題目連結：http://poj.org/problem?id=2392

Space Elevator

Time Limit: 1000MS	Memory Limit: 65536K
Total Submissions: 7783	Accepted: 3690

Description

The cows are going to space! They plan to achieve orbit by building a sort of space elevator: a giant tower of blocks. They have K (1 <= K <= 400) different types of blocks with which to build the tower. Each block of type i has height h_i (1 <= h_i <= 100) and is available in quantity c_i (1 <= c_i <= 10). Due to possible damage caused by cosmic rays, no part of a block of type i can exceed a maximum altitude a_i (1 <= a_i <= 40000). 

Help the cows build the tallest space elevator possible by stacking blocks on top of each other according to the rules.

Input

* Line 1: A single integer, K 

* Lines 2..K+1: Each line contains three space-separated integers: h_i, a_i, and c_i.

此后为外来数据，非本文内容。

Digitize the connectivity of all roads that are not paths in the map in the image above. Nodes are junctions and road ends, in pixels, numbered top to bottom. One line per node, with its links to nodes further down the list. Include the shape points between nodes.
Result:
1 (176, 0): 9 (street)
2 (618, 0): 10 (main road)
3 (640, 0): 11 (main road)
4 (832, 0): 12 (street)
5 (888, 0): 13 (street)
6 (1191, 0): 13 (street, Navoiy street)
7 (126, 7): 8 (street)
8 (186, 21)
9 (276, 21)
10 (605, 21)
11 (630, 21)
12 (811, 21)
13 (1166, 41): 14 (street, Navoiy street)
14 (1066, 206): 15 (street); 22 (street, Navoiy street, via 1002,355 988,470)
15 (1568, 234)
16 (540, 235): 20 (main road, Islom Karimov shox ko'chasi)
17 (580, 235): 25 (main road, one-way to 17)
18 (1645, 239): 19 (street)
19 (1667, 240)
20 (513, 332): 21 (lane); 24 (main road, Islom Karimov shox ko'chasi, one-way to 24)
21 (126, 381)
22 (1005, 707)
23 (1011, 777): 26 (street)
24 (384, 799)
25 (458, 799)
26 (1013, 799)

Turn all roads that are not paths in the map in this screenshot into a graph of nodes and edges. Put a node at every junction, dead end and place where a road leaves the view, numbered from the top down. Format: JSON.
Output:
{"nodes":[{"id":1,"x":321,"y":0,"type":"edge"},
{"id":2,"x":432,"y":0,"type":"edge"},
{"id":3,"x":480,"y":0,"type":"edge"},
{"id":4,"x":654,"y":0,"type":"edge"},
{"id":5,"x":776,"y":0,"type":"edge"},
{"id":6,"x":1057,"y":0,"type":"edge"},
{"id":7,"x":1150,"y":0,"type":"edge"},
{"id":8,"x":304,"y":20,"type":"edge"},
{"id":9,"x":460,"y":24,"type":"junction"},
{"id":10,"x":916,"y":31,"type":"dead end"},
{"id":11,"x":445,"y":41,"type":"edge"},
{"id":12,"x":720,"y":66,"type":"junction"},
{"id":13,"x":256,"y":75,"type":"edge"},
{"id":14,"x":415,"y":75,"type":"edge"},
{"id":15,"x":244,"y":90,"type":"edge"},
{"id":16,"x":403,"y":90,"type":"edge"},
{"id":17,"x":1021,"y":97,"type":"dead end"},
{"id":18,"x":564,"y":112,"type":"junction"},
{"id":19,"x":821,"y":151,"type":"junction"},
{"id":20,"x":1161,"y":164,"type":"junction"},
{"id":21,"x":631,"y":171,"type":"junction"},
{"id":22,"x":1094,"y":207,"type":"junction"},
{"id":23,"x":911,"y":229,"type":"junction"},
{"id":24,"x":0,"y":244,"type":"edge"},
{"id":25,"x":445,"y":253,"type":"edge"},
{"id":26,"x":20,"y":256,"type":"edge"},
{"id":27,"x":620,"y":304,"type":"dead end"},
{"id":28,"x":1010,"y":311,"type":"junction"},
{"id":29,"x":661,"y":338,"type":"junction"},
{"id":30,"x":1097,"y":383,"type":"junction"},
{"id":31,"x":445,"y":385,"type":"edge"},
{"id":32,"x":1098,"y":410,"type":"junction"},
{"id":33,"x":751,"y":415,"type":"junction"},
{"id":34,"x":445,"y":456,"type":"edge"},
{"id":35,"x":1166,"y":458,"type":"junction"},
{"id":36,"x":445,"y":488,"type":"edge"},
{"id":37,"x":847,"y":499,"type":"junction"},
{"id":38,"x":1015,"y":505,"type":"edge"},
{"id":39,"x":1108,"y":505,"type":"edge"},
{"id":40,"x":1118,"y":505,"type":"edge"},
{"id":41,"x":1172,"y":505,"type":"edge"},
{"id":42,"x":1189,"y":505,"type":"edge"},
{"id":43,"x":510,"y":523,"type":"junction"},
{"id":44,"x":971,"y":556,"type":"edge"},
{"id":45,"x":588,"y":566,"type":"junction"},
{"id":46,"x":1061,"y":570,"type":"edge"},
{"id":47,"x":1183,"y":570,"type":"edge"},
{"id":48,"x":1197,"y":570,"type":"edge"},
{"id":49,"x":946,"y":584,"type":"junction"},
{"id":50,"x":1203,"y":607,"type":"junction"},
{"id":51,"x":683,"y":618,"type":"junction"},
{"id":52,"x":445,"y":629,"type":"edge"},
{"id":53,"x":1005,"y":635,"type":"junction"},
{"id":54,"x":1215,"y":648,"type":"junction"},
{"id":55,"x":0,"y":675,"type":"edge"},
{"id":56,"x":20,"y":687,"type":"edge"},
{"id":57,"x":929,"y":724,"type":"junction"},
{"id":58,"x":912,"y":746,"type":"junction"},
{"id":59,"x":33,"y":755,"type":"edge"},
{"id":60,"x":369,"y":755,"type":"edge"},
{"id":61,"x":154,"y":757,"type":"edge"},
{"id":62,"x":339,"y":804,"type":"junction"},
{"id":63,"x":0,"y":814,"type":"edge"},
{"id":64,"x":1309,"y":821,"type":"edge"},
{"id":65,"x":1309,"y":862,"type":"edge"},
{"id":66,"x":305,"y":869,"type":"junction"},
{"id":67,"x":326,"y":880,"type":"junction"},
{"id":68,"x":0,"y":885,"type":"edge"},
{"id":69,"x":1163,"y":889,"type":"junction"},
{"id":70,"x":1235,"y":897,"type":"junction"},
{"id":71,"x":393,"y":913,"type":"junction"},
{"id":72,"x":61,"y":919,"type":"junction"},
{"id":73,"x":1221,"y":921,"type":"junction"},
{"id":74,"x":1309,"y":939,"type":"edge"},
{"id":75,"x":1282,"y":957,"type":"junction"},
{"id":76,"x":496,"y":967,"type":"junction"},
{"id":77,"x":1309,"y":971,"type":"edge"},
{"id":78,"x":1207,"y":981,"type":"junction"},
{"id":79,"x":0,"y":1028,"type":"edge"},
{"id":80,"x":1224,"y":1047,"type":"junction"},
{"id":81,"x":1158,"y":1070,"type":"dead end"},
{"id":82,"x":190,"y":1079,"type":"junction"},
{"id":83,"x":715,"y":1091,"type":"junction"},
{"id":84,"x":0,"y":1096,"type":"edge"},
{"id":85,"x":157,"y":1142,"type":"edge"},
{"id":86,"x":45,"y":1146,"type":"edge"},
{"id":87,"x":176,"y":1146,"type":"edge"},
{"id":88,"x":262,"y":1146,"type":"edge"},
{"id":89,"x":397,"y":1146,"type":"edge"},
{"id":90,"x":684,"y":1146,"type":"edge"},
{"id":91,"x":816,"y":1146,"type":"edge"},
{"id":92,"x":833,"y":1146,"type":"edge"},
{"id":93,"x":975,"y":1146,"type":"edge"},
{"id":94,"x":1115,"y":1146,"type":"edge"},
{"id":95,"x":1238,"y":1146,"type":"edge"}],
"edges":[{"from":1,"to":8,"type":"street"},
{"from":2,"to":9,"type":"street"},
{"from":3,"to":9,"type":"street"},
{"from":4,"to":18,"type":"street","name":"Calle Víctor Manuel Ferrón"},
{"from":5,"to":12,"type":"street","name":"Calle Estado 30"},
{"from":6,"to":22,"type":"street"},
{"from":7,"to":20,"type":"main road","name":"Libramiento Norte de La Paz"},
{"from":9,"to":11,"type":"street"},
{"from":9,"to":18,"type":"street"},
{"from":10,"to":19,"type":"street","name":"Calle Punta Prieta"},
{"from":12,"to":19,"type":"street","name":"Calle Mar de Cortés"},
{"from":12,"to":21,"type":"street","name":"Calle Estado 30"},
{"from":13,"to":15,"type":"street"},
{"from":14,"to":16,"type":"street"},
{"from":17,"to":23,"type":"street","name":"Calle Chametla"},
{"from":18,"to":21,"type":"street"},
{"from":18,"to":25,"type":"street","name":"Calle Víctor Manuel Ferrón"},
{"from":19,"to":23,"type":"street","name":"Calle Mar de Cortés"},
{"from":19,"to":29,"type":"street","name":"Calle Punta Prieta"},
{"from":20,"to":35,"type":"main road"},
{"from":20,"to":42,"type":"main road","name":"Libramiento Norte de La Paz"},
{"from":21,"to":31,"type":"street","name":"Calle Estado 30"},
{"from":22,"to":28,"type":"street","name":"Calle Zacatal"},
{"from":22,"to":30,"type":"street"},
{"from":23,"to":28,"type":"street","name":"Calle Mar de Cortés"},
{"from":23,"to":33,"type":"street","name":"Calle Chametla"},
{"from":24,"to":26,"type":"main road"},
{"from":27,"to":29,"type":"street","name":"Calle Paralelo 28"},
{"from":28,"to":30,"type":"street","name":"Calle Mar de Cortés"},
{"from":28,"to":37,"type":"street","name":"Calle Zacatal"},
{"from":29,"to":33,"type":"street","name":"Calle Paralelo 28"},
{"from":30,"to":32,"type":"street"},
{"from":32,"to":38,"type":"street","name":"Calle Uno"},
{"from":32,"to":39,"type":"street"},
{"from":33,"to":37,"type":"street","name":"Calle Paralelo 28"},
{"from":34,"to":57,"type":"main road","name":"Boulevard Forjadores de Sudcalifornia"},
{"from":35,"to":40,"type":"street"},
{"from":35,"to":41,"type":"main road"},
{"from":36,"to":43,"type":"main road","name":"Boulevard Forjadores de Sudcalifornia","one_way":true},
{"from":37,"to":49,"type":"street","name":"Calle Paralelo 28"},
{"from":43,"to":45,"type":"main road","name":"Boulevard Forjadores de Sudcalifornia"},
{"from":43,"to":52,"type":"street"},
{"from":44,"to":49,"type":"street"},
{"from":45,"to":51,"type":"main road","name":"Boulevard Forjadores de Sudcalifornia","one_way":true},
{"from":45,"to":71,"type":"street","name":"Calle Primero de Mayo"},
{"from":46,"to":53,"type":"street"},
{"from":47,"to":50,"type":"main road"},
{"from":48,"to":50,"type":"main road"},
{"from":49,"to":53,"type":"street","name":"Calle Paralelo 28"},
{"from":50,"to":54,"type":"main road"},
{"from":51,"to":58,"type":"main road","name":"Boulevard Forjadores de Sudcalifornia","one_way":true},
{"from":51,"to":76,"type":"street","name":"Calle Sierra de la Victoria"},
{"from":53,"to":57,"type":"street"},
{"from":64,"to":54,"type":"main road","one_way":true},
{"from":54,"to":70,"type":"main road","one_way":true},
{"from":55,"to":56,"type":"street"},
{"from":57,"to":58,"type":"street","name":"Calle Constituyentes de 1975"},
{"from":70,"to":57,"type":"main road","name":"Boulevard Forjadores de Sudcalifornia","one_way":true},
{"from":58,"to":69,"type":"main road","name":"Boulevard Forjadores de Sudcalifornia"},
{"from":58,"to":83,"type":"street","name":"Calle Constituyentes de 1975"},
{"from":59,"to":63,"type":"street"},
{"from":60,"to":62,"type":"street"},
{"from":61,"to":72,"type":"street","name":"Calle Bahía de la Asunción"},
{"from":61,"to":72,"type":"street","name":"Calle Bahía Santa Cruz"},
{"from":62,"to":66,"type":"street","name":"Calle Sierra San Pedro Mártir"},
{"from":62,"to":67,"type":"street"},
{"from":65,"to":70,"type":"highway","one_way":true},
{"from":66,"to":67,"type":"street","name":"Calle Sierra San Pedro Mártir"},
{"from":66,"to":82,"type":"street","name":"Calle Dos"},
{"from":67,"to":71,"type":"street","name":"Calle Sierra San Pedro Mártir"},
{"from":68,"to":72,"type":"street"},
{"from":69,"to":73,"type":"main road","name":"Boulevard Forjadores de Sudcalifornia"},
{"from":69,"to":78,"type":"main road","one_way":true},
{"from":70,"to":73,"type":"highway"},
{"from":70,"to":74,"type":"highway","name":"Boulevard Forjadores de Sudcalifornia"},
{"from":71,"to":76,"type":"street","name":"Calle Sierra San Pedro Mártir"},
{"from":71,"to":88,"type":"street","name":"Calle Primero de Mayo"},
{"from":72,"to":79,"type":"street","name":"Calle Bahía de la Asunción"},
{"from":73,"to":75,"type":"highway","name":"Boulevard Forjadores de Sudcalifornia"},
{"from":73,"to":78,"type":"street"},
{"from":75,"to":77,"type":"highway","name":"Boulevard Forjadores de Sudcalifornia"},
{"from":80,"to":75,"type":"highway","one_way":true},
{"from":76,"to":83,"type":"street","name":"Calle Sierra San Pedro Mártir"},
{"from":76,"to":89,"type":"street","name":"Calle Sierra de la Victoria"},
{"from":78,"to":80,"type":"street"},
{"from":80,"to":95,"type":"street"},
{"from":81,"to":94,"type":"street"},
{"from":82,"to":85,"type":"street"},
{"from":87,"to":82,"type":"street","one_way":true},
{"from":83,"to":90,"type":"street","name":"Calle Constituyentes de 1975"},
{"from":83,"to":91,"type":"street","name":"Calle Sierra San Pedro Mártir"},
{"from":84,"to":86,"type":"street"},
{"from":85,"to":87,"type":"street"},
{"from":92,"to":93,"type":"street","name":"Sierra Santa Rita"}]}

Line i+1 describes block type i.

Output

* Line 1: A single integer H, the maximum height of a tower that can be built

Sample Input

3
7 40 3
5 23 8
2 52 6

Sample Output

48

Hint

OUTPUT DETAILS: 

From the bottom: 3 blocks of type 2, below 3 of type 1, below 6 of type 3. Stacking 4 blocks of type 2 and 3 of type 1 is not legal, since the top of the last type 1 block would exceed height 40.

題意：給你k種blocks，高度為hi，每種有ci個，約束條件是 想放置這個blocks的時候，當前總高度不超過ai。

分析：思考，如何將石塊排序，能保證做01揹包的正確性，有興趣的可以看這裡的第G題。

給程式碼具體去思考吧：

#include<stdio.h>
#include<string.h>
#include<algorithm>
using namespace std;
int n;
class blocks{
public:
	int h,l;
	bool operator <(const blocks &b)const{
		return b.h+l<b.l+h;
	}
}a[4000];
int dp[40005];
int max(int a,int b){return a>b?a:b;}
int min(int a,int b){return a<b?a:b;}
void binary_div(int h,int limit,int num){
	int i = 1;
	while(num){
		if(num >= i){
			a[n].h = h*i;
			a[n++].l = limit;
			num -= i;
		}else{
			a[n].h = h*num;
			a[n++].l = limit;
			num = 0;
		}
		i <<= 1;
	}
}
int main(){
	int t,h,ai,num,m;
	while(scanf("%d",&t)!=EOF){
		m = 0;n = 0;
		for (int i = 0; i < t; i++)
		{
			scanf("%d %d %d",&h,&ai,&num);
			binary_div(h,ai,num);
			m = max(m,ai);
		}
		memset(dp,0,sizeof(dp));
		sort(a,a+n);//排序
		int ans = 0;
		for (int i = 0; i < n; i++)
		{
			for (int j = a[i].l; j >= a[i].h; j--)
			{
				dp[j] = max(dp[j],dp[j-a[i].h]+a[i].h);
				ans = max(dp[j],ans);
			}
		}
		printf("%d\n",ans);
	}
	return 0;
}